A este respeito o Prof. Costa Andrade , in Sobre as Proibições de Prova em Processo Penal , pág. 65 , quando diz que tal efeito se não verificará quando o recurso aos processos hipotéticos de investigação permitiria seguramente alcançar o mesmo resultado probatório .

Não devia ser atendida a prova contida no processo quanto a qualquer um dos crimes por que foi condenado , devendo ser absolvido , sob pena de grosseira violação dos art.ºs 18.º , 32.º , n.º 8 , 34.º n.ºs 1 e4 , da CRP , 118.º , 122.º , 126.º e 359.º , do CPP .

É , por outro lado , excessiva a pena unitária de 8 anos e 3 meses imposta , quando comparativamente com casos análogos .
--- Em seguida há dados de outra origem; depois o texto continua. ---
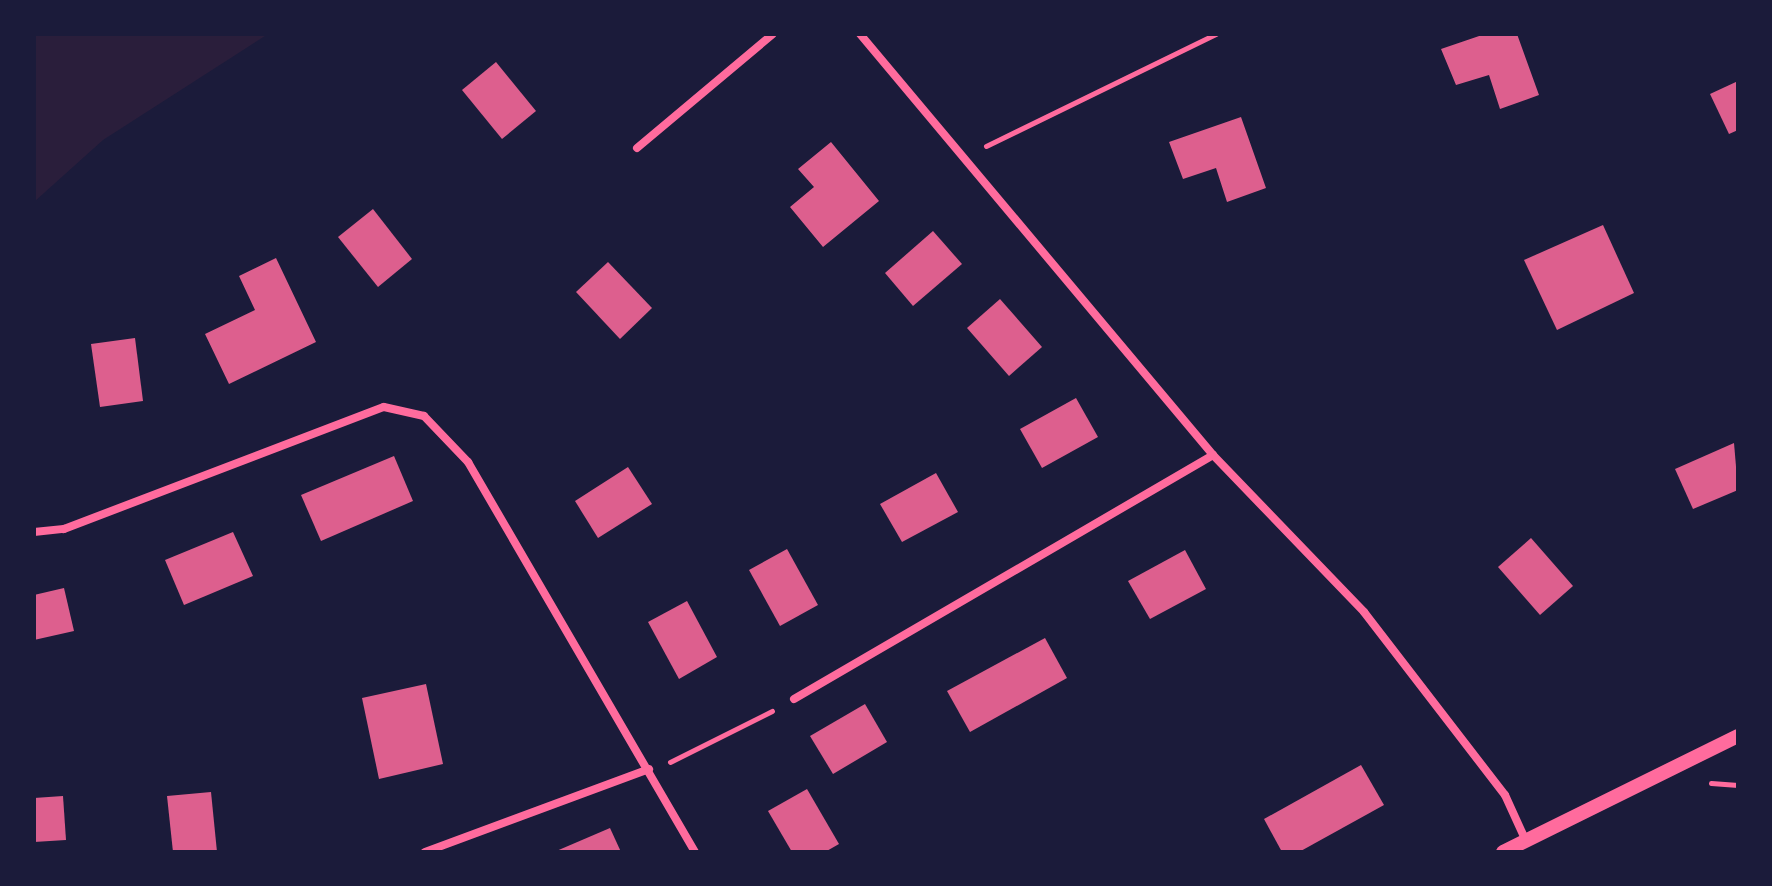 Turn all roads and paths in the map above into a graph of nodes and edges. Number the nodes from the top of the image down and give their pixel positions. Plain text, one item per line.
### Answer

Nenhuma prova se fez de venda de heroína e de cocaína e nem nenhuma actividade delituosa se mostra relacionada com o uso do revólver , para além de não ser detido com ele e a sua prisão ocorreu sem violência , mostrando-se violado o princípio da proporcionalidade , considerando-se as pertinentes molduras penais quanto aos crimes de detenção ilegal de arma e tráfico de estupefacientes .

Não existe razão para condenação em pena de prisão antes de multa quanto à detenção ilegal de arma .

Pede , ainda , que seja valorada a ausência de antecedentes criminais , a sua inserção social e o seu débil estado de saúde.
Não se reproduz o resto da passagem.